Even patients randomized to placebo benefited when they were later allowed to receive abemaciclib after disease progression. Their median progression-free survival stretched to 3.4 months, with some experiencing decreased tumor size. Side effects—chiefly diarrhea and lowered blood cell counts—were manageable and similar between groups. Given these results, abemaciclib has the potential to become standard of care for a patient population with few other options.

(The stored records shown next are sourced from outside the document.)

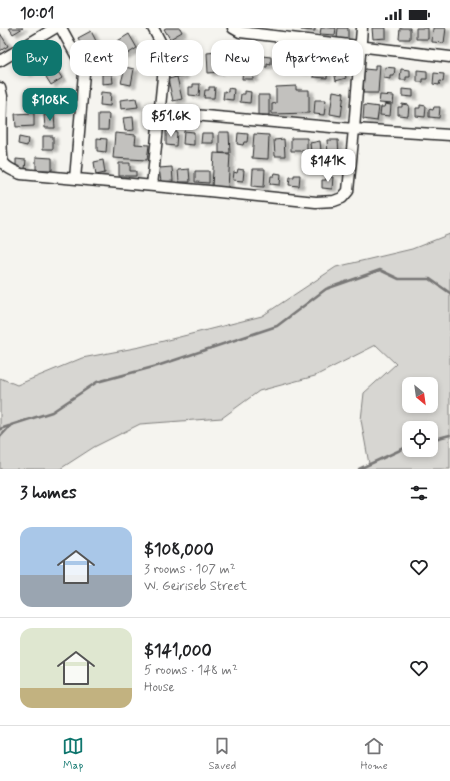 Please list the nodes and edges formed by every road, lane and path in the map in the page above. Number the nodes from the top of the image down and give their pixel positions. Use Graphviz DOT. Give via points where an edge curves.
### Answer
graph roads {
  1 [pos="55,28"];
  2 [pos="61,28"];
  3 [pos="153,28"];
  4 [pos="233,28"];
  5 [pos="362,28"];
  6 [pos="304,40"];
  7 [pos="361,40"];
  8 [pos="363,47"];
  9 [pos="450,57"];
  10 [pos="0,61"];
  11 [pos="358,76"];
  12 [pos="0,88"];
  13 [pos="159,112"];
  14 [pos="354,129"];
  15 [pos="450,135"];
  16 [pos="75,179"];
  17 [pos="152,186"];
  1 -- 10 [label="street"];
  2 -- 16 [label="street" via="84,73"];
  3 -- 13 [label="street" via="165,57"];
  4 -- 6 [label="street" via="240,32"];
  5 -- 7 [label="street"];
  8 -- 9 [label="street"];
  11 -- 14 [label="street"];
  12 -- 16 [label="street" via="3,163 21,174"];
  13 -- 14 [label="street"];
  13 -- 17 [label="street"];
  14 -- 15 [label="street"];
  14 -- 17 [label="street" via="348,191 342,198 334,201 316,202"];
  16 -- 17 [label="street"];
}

The liposarcoma data represent just one of several breakthroughs MSK researchers shared at ASCO 2026. The center also presented findings from the EMERALD-3 trial, a phase 3 multinational study showing that the addition of dual immunotherapy to chemoembolization markedly improved progression-free survival in patients with advanced hepatocellular carcinoma—liver cancer that cannot be surgically removed but has not spread beyond the organ. Chemoembolization works by delivering tiny chemotherapy-impregnated beads directly to the hepatic artery, blocking blood supply while enhancing the activation of the immunotherapies. As Dr. Ghassan K. Abou-Alfa, a gastrointestinal medical oncologist at MSK, noted, the dual immunotherapy approach independent of additional anti-VEGF therapy significantly extended progression-free survival.
These presentations underscore a broader shift in cancer care: moving beyond one-drug-at-a-time approaches toward combinations that exploit multiple pathways to defeat disease. For patients with liposarcoma and hepatocellular carcinoma—both historically difficult to treat—these breakthroughs offer real hope.